> **Assigned task**: Please copy, character for character, each line from the beginning of the listing to the line containing "width:19px; height:19px; translate:-50%", including both.

# # #

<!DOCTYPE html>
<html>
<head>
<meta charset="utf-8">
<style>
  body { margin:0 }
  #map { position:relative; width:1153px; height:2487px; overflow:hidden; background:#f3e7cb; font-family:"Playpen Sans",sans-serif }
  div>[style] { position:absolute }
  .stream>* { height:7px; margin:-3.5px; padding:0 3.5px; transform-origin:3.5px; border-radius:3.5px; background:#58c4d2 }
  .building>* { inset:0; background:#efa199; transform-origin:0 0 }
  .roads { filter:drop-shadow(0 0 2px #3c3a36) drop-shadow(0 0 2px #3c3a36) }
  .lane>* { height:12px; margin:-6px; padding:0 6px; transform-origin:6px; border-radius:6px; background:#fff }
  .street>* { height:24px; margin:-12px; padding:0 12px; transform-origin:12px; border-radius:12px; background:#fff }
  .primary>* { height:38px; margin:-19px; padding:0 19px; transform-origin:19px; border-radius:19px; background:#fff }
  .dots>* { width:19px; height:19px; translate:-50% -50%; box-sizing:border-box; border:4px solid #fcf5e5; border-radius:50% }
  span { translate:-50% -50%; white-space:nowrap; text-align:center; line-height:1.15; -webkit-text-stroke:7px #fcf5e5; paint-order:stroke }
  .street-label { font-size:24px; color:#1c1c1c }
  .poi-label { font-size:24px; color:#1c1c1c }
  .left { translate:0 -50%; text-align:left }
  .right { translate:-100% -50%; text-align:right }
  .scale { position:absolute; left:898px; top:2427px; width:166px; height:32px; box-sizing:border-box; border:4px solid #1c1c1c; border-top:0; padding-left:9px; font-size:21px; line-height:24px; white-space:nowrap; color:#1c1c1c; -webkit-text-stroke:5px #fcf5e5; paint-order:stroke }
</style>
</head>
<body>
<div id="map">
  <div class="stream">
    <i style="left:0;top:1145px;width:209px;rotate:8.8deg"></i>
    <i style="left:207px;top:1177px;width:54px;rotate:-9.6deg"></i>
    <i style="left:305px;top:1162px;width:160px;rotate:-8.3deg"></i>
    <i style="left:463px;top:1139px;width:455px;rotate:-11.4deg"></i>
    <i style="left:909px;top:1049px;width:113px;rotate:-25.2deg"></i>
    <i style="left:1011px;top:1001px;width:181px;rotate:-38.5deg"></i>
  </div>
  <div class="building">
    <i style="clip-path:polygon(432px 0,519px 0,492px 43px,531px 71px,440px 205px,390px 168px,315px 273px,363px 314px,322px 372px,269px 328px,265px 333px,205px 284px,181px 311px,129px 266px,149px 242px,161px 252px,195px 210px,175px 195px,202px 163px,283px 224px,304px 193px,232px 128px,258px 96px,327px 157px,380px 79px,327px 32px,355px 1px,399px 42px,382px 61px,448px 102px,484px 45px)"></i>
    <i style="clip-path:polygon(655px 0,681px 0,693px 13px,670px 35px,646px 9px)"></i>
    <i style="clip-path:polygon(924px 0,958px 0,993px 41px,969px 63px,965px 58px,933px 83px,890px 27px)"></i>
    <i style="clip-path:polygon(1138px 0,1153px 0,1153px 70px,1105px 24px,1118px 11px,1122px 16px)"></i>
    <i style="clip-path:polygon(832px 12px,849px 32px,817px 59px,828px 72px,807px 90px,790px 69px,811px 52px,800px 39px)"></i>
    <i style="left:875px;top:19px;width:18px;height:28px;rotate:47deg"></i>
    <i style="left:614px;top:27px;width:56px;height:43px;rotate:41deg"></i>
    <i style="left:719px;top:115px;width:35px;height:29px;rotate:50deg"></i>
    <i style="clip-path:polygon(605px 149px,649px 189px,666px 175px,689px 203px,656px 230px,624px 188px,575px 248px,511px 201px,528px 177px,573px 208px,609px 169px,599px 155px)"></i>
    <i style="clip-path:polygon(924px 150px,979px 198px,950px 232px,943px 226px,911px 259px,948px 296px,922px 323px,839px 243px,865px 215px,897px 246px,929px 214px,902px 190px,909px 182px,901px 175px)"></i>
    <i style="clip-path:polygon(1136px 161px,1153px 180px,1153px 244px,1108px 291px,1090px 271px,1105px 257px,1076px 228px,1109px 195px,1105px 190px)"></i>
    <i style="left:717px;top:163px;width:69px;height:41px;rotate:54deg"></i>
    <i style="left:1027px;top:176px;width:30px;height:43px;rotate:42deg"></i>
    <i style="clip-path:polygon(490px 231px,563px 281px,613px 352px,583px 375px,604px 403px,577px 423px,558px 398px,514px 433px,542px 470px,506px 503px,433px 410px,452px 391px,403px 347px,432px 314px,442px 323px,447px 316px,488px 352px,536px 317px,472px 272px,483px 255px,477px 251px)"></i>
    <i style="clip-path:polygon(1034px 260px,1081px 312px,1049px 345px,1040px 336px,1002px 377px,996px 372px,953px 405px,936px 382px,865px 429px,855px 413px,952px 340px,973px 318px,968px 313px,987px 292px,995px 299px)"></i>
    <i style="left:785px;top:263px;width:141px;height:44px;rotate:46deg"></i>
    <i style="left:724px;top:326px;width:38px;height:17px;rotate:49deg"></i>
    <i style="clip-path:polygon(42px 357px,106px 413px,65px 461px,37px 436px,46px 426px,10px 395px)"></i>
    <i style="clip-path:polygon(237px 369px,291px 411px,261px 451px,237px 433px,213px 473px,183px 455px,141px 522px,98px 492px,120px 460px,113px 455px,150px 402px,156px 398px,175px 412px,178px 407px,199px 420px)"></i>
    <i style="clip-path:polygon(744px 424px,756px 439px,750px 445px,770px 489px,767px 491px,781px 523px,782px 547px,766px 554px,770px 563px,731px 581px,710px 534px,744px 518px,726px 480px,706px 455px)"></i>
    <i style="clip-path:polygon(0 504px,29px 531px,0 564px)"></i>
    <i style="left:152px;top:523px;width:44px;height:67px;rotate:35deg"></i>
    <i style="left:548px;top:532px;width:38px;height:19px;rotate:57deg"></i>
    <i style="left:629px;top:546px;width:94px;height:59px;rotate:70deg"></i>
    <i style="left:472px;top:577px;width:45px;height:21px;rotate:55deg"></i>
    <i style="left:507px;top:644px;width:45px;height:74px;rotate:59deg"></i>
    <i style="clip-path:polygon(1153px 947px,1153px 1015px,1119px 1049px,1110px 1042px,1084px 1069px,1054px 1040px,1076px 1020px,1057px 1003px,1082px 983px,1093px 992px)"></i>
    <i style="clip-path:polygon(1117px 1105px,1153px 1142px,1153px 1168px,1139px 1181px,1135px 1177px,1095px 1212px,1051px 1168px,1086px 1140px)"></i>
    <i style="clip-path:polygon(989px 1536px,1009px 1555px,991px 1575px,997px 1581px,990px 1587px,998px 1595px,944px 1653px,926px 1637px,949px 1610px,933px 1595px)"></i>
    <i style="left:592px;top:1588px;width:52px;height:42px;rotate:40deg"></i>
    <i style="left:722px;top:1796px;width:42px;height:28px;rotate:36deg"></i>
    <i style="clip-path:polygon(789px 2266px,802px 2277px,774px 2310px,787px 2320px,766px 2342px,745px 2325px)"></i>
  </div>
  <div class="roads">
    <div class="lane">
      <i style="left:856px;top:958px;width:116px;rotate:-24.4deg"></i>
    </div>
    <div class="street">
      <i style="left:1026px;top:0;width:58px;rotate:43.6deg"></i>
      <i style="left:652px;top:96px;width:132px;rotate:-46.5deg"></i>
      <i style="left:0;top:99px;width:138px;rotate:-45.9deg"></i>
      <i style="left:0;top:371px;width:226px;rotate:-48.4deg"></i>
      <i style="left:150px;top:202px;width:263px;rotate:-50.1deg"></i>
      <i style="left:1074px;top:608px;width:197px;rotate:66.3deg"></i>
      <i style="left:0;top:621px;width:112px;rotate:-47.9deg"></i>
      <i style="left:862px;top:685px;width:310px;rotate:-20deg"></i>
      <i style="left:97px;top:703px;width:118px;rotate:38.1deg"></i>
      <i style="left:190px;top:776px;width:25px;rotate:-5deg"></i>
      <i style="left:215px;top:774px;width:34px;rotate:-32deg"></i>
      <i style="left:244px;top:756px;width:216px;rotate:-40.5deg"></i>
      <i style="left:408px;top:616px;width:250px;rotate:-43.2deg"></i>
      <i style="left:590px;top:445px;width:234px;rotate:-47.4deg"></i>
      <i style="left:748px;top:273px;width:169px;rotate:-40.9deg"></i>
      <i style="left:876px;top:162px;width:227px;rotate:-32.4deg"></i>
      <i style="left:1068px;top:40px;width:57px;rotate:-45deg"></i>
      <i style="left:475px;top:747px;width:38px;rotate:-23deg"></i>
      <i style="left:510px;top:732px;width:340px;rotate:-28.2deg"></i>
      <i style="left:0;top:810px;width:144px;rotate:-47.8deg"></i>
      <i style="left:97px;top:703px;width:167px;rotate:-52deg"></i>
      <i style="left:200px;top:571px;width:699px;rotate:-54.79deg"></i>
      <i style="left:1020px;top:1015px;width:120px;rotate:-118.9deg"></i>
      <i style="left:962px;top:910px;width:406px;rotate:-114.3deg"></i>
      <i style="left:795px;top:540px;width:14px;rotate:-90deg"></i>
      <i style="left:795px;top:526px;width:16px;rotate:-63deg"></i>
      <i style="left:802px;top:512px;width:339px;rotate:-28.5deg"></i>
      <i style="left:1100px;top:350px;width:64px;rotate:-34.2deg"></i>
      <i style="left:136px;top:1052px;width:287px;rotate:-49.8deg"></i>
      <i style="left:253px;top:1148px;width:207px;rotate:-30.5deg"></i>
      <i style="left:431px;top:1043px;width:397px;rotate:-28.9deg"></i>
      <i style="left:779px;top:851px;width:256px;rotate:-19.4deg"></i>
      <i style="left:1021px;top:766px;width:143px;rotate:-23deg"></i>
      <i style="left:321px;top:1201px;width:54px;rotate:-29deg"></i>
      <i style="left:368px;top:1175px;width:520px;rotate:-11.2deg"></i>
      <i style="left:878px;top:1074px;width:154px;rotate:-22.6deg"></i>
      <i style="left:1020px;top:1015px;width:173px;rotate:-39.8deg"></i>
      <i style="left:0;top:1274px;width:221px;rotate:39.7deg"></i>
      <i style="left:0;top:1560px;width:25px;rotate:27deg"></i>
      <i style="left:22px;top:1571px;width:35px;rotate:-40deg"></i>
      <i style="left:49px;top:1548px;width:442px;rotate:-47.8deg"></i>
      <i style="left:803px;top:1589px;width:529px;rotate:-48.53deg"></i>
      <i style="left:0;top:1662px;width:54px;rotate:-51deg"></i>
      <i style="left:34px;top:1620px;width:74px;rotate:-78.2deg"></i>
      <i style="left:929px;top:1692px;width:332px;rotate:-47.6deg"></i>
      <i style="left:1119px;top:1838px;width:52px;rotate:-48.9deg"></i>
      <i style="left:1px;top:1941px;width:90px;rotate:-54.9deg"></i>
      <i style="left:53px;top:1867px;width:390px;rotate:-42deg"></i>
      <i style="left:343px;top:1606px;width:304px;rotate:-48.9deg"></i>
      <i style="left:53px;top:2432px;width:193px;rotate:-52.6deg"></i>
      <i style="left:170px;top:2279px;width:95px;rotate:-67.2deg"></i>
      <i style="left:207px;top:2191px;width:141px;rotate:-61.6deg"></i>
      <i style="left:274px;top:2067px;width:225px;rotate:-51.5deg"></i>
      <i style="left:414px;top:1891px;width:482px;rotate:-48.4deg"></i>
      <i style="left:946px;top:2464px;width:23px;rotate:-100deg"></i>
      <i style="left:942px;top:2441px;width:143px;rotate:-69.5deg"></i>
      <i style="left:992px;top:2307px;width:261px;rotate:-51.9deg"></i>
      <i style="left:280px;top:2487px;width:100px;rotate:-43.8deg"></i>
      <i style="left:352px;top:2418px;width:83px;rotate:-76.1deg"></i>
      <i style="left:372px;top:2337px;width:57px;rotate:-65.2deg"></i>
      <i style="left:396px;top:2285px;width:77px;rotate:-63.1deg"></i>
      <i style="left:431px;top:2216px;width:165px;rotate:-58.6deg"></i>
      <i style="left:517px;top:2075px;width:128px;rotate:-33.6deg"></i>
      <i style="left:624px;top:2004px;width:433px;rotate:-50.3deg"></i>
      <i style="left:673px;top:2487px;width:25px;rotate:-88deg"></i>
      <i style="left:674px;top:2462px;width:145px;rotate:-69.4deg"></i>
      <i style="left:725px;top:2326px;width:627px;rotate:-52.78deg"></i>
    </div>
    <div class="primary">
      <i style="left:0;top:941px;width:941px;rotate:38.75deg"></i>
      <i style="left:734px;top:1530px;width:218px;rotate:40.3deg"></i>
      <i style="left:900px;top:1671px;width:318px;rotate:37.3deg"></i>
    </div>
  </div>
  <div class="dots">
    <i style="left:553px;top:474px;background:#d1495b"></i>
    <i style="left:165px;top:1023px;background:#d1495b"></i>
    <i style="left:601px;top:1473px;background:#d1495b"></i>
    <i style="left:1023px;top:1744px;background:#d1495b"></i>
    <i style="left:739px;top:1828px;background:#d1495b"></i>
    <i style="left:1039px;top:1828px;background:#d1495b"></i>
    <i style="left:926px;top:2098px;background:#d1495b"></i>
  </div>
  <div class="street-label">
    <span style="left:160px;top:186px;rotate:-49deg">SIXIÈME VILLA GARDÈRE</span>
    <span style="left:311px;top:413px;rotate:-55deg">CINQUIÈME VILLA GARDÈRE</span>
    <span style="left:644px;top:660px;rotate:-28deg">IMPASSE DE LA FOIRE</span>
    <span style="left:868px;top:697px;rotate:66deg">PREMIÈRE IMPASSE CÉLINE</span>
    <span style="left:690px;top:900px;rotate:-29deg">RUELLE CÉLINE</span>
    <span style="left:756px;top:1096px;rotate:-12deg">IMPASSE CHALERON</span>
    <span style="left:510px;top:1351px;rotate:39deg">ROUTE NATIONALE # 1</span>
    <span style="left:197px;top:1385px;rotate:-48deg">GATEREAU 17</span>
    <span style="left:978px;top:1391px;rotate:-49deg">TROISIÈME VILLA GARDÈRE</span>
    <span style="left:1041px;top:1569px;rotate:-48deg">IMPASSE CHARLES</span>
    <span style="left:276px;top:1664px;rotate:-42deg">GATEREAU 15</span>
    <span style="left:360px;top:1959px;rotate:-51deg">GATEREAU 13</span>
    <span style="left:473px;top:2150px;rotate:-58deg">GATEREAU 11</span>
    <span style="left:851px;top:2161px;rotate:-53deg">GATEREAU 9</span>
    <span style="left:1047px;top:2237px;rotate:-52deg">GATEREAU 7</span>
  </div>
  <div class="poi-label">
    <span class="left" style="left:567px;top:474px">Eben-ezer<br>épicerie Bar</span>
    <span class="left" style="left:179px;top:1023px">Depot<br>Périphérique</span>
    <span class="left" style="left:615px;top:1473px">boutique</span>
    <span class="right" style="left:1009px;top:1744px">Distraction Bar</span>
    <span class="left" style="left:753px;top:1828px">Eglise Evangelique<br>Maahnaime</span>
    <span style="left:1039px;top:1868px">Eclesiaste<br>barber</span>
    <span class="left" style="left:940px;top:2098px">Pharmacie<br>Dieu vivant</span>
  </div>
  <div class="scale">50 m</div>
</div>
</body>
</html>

# # #

> **Problem solution**:
<!DOCTYPE html>
<html>
<head>
<meta charset="utf-8">
<style>
  body { margin:0 }
  #map { position:relative; width:1153px; height:2487px; overflow:hidden; background:#f3e7cb; font-family:"Playpen Sans",sans-serif }
  div>[style] { position:absolute }
  .stream>* { height:7px; margin:-3.5px; padding:0 3.5px; transform-origin:3.5px; border-radius:3.5px; background:#58c4d2 }
  .building>* { inset:0; background:#efa199; transform-origin:0 0 }
  .roads { filter:drop-shadow(0 0 2px #3c3a36) drop-shadow(0 0 2px #3c3a36) }
  .lane>* { height:12px; margin:-6px; padding:0 6px; transform-origin:6px; border-radius:6px; background:#fff }
  .street>* { height:24px; margin:-12px; padding:0 12px; transform-origin:12px; border-radius:12px; background:#fff }
  .primary>* { height:38px; margin:-19px; padding:0 19px; transform-origin:19px; border-radius:19px; background:#fff }
  .dots>* { width:19px; height:19px; translate:-50% -50%; box-sizing:border-box; border:4px solid #fcf5e5; border-radius:50% }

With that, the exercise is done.